(Stored data entries)
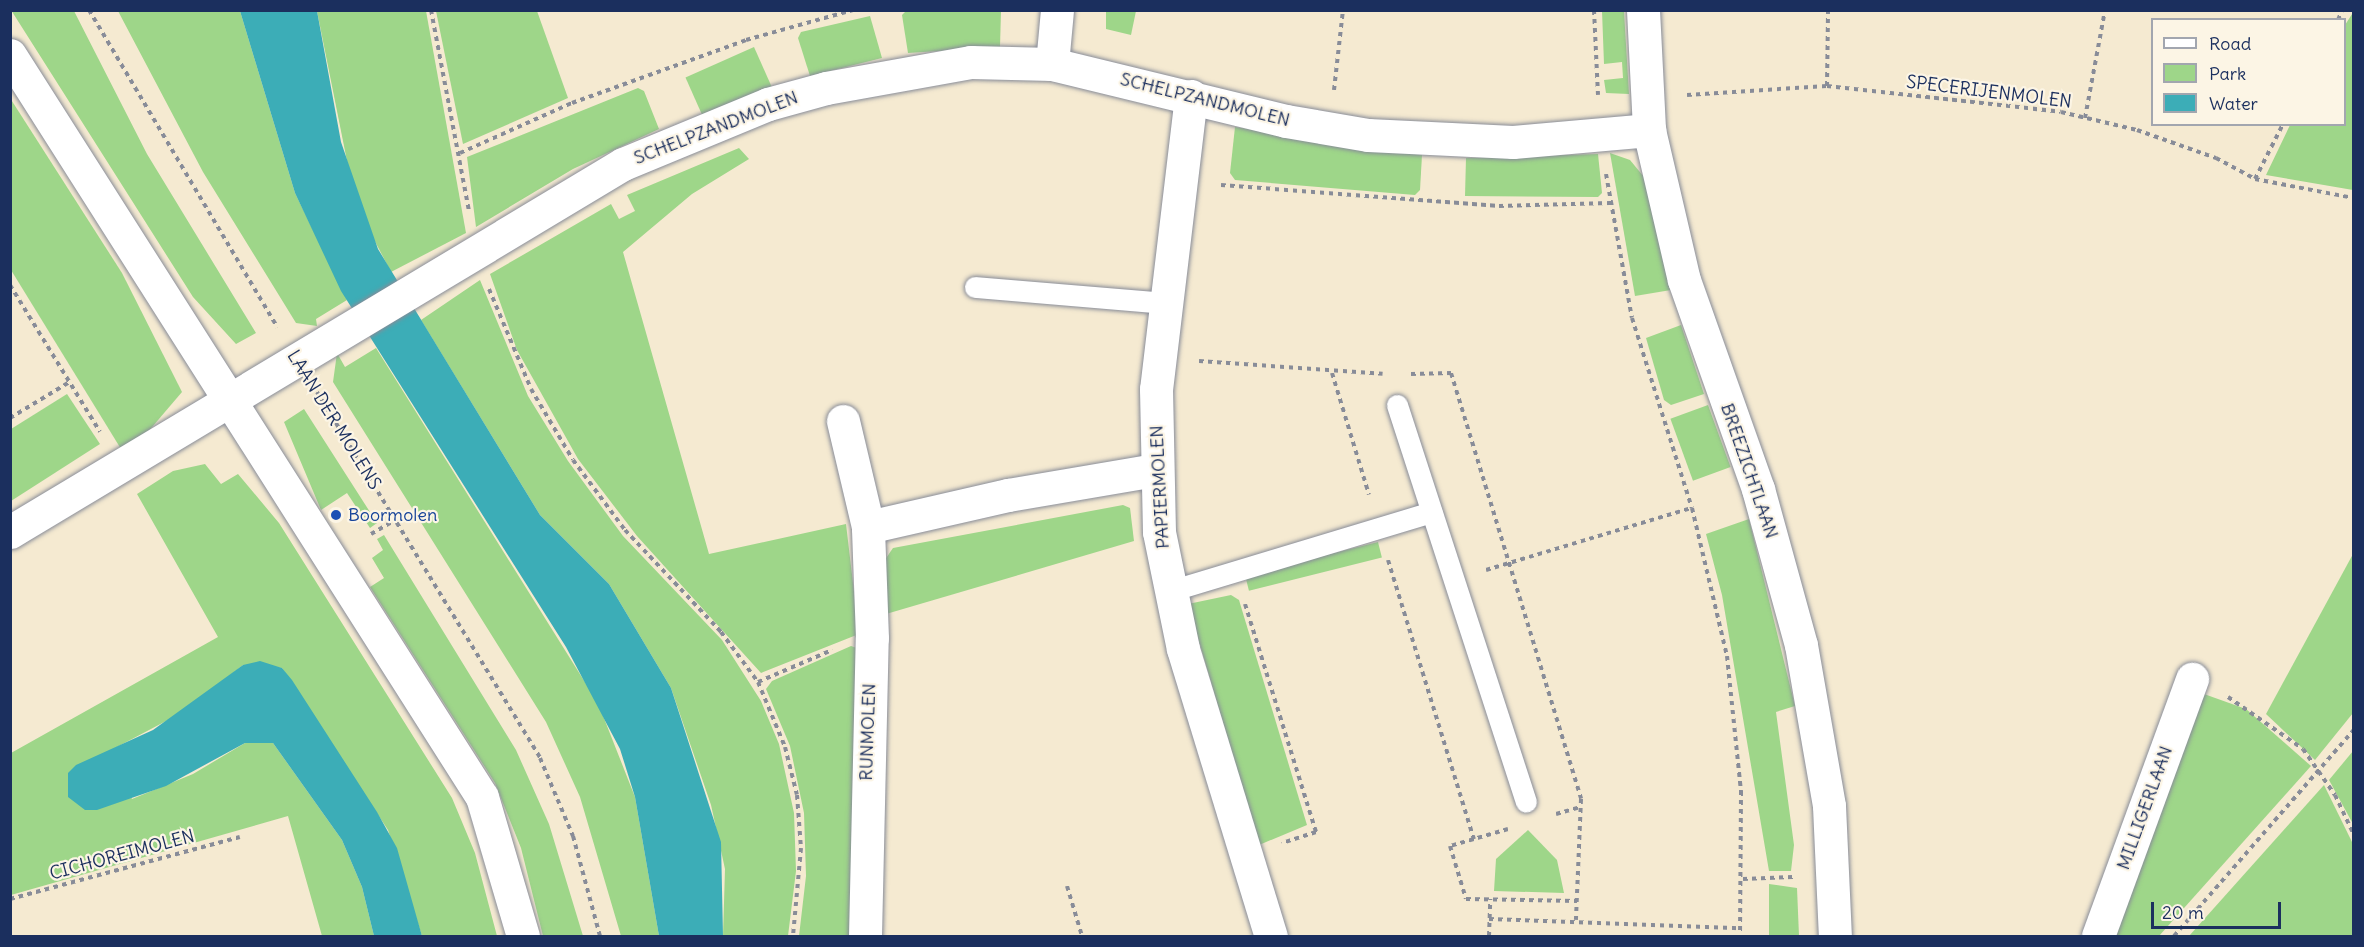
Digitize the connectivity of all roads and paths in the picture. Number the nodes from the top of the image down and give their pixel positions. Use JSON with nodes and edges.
{"nodes":[{"id":1,"x":89,"y":10,"type":"edge"},
{"id":2,"x":431,"y":10,"type":"edge"},
{"id":3,"x":853,"y":10,"type":"edge"},
{"id":4,"x":1057,"y":10,"type":"edge"},
{"id":5,"x":1343,"y":10,"type":"edge"},
{"id":6,"x":1594,"y":10,"type":"edge"},
{"id":7,"x":1643,"y":10,"type":"edge"},
{"id":8,"x":1828,"y":10,"type":"edge"},
{"id":9,"x":2105,"y":10,"type":"edge"},
{"id":10,"x":10,"y":55,"type":"edge"},
{"id":11,"x":1052,"y":64,"type":"junction"},
{"id":12,"x":1827,"y":86,"type":"junction"},
{"id":13,"x":1191,"y":96,"type":"junction"},
{"id":14,"x":1647,"y":98,"type":"junction"},
{"id":15,"x":2085,"y":118,"type":"junction"},
{"id":16,"x":2282,"y":126,"type":"edge"},
{"id":17,"x":1330,"y":129,"type":"junction"},
{"id":18,"x":1649,"y":130,"type":"junction"},
{"id":19,"x":1602,"y":136,"type":"junction"},
{"id":20,"x":460,"y":153,"type":"junction"},
{"id":21,"x":2255,"y":179,"type":"junction"},
{"id":22,"x":1178,"y":182,"type":"junction"},
{"id":23,"x":2354,"y":198,"type":"edge"},
{"id":24,"x":1610,"y":203,"type":"junction"},
{"id":25,"x":477,"y":248,"type":"junction"},
{"id":26,"x":10,"y":285,"type":"edge"},
{"id":27,"x":975,"y":287,"type":"dead end"},
{"id":28,"x":1164,"y":303,"type":"junction"},
{"id":29,"x":296,"y":359,"type":"junction"},
{"id":30,"x":1332,"y":373,"type":"dead end"},
{"id":31,"x":71,"y":381,"type":"junction"},
{"id":32,"x":231,"y":398,"type":"junction"},
{"id":33,"x":1397,"y":405,"type":"dead end"},
{"id":34,"x":10,"y":418,"type":"edge"},
{"id":35,"x":843,"y":421,"type":"dead end"},
{"id":36,"x":119,"y":467,"type":"junction"},
{"id":37,"x":1155,"y":470,"type":"junction"},
{"id":38,"x":1692,"y":508,"type":"junction"},
{"id":39,"x":1431,"y":512,"type":"junction"},
{"id":40,"x":397,"y":519,"type":"junction"},
{"id":41,"x":868,"y":527,"type":"junction"},
{"id":42,"x":1378,"y":528,"type":"junction"},
{"id":43,"x":10,"y":532,"type":"edge"},
{"id":44,"x":371,"y":534,"type":"dead end"},
{"id":45,"x":1235,"y":572,"type":"junction"},
{"id":46,"x":1454,"y":579,"type":"junction"},
{"id":47,"x":1170,"y":591,"type":"junction"},
{"id":48,"x":872,"y":638,"type":"junction"},
{"id":49,"x":2193,"y":679,"type":"joint"},
{"id":50,"x":758,"y":682,"type":"junction"},
{"id":51,"x":2354,"y":730,"type":"edge"},
{"id":52,"x":2321,"y":773,"type":"junction"},
{"id":53,"x":1526,"y":802,"type":"dead end"},
{"id":54,"x":1581,"y":807,"type":"dead end"},
{"id":55,"x":1549,"y":816,"type":"dead end"},
{"id":56,"x":1517,"y":826,"type":"dead end"},
{"id":57,"x":2354,"y":835,"type":"edge"},
{"id":58,"x":240,"y":837,"type":"dead end"},
{"id":59,"x":1474,"y":839,"type":"junction"},
{"id":60,"x":1246,"y":855,"type":"junction"},
{"id":61,"x":1834,"y":875,"type":"junction"},
{"id":62,"x":1743,"y":879,"type":"junction"},
{"id":63,"x":1067,"y":886,"type":"dead end"},
{"id":64,"x":10,"y":899,"type":"edge"},
{"id":65,"x":1490,"y":899,"type":"junction"},
{"id":66,"x":1577,"y":902,"type":"dead end"},
{"id":67,"x":1489,"y":919,"type":"junction"},
{"id":68,"x":1741,"y":928,"type":"junction"},
{"id":69,"x":523,"y":936,"type":"edge"},
{"id":70,"x":600,"y":936,"type":"edge"},
{"id":71,"x":794,"y":936,"type":"edge"},
{"id":72,"x":865,"y":936,"type":"edge"},
{"id":73,"x":1082,"y":936,"type":"edge"},
{"id":74,"x":1271,"y":936,"type":"edge"},
{"id":75,"x":1488,"y":936,"type":"edge"},
{"id":76,"x":1740,"y":936,"type":"edge"},
{"id":77,"x":1835,"y":936,"type":"edge"},
{"id":78,"x":2098,"y":936,"type":"edge"},
{"id":79,"x":2174,"y":936,"type":"edge"}],
"edges":[{"from":1,"to":29,"type":"path","name":"LAAN DER MOLENS"},
{"from":2,"to":20,"type":"path"},
{"from":3,"to":20,"type":"path"},
{"from":4,"to":11,"type":"street"},
{"from":5,"to":17,"type":"path"},
{"from":6,"to":19,"type":"path"},
{"from":7,"to":14,"type":"street","name":"BREEZICHTLAAN"},
{"from":8,"to":12,"type":"path"},
{"from":9,"to":15,"type":"path"},
{"from":10,"to":32,"type":"street"},
{"from":11,"to":13,"type":"street","name":"SCHELPZANDMOLEN"},
{"from":11,"to":25,"type":"street","name":"SCHELPZANDMOLEN"},
{"from":12,"to":14,"type":"path","name":"SPECERIJENMOLEN"},
{"from":12,"to":15,"type":"path","name":"SPECERIJENMOLEN"},
{"from":13,"to":17,"type":"street","name":"SCHELPZANDMOLEN"},
{"from":13,"to":22,"type":"street","name":"PAPIERMOLEN"},
{"from":14,"to":18,"type":"street","name":"BREEZICHTLAAN"},
{"from":15,"to":21,"type":"path","name":"SPECERIJENMOLEN"},
{"from":16,"to":21,"type":"path"},
{"from":17,"to":19,"type":"street","name":"SCHELPZANDMOLEN"},
{"from":18,"to":19,"type":"street","name":"SCHELPZANDMOLEN"},
{"from":18,"to":61,"type":"street","name":"BREEZICHTLAAN"},
{"from":19,"to":24,"type":"path"},
{"from":20,"to":25,"type":"path"},
{"from":21,"to":23,"type":"path","name":"SPECERIJENMOLEN"},
{"from":22,"to":24,"type":"path"},
{"from":22,"to":28,"type":"street","name":"PAPIERMOLEN"},
{"from":24,"to":38,"type":"path"},
{"from":25,"to":29,"type":"street","name":"SCHELPZANDMOLEN"},
{"from":25,"to":50,"type":"path"},
{"from":26,"to":31,"type":"path"},
{"from":27,"to":28,"type":"lane"},
{"from":28,"to":37,"type":"street","name":"PAPIERMOLEN"},
{"from":29,"to":32,"type":"street","name":"SCHELPZANDMOLEN"},
{"from":29,"to":40,"type":"path","name":"LAAN DER MOLENS"},
{"from":30,"to":42,"type":"path"},
{"from":31,"to":34,"type":"path"},
{"from":31,"to":36,"type":"path"},
{"from":32,"to":36,"type":"street"},
{"from":32,"to":69,"type":"street"},
{"from":33,"to":39,"type":"lane"},
{"from":35,"to":41,"type":"street","name":"RUNMOLEN"},
{"from":36,"to":43,"type":"street"},
{"from":37,"to":41,"type":"street"},
{"from":37,"to":47,"type":"street","name":"PAPIERMOLEN"},
{"from":38,"to":46,"type":"path"},
{"from":38,"to":62,"type":"path"},
{"from":39,"to":42,"type":"lane"},
{"from":39,"to":46,"type":"lane"},
{"from":40,"to":44,"type":"path"},
{"from":40,"to":70,"type":"path","name":"LAAN DER MOLENS"},
{"from":41,"to":48,"type":"street","name":"RUNMOLEN"},
{"from":42,"to":45,"type":"lane"},
{"from":42,"to":59,"type":"path"},
{"from":45,"to":47,"type":"lane"},
{"from":45,"to":60,"type":"path"},
{"from":46,"to":53,"type":"lane"},
{"from":47,"to":60,"type":"street","name":"PAPIERMOLEN"},
{"from":48,"to":50,"type":"path"},
{"from":48,"to":72,"type":"street","name":"RUNMOLEN"},
{"from":49,"to":52,"type":"path"},
{"from":49,"to":78,"type":"street","name":"MILLIGERLAAN"},
{"from":50,"to":71,"type":"path"},
{"from":51,"to":52,"type":"path"},
{"from":52,"to":57,"type":"path"},
{"from":52,"to":79,"type":"path"},
{"from":54,"to":55,"type":"path"},
{"from":56,"to":59,"type":"path"},
{"from":58,"to":64,"type":"path","name":"CICHOREIMOLEN"},
{"from":59,"to":65,"type":"path"},
{"from":60,"to":74,"type":"street","name":"PAPIERMOLEN"},
{"from":61,"to":62,"type":"path"},
{"from":61,"to":77,"type":"street","name":"BREEZICHTLAAN"},
{"from":62,"to":68,"type":"path"},
{"from":63,"to":73,"type":"path"},
{"from":65,"to":66,"type":"path"},
{"from":65,"to":67,"type":"path"},
{"from":67,"to":68,"type":"path"},
{"from":67,"to":75,"type":"path"},
{"from":68,"to":76,"type":"path"}]}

Try it:
Your reply should be one number: the count of lines above that hold the word "nodes".

Result:
2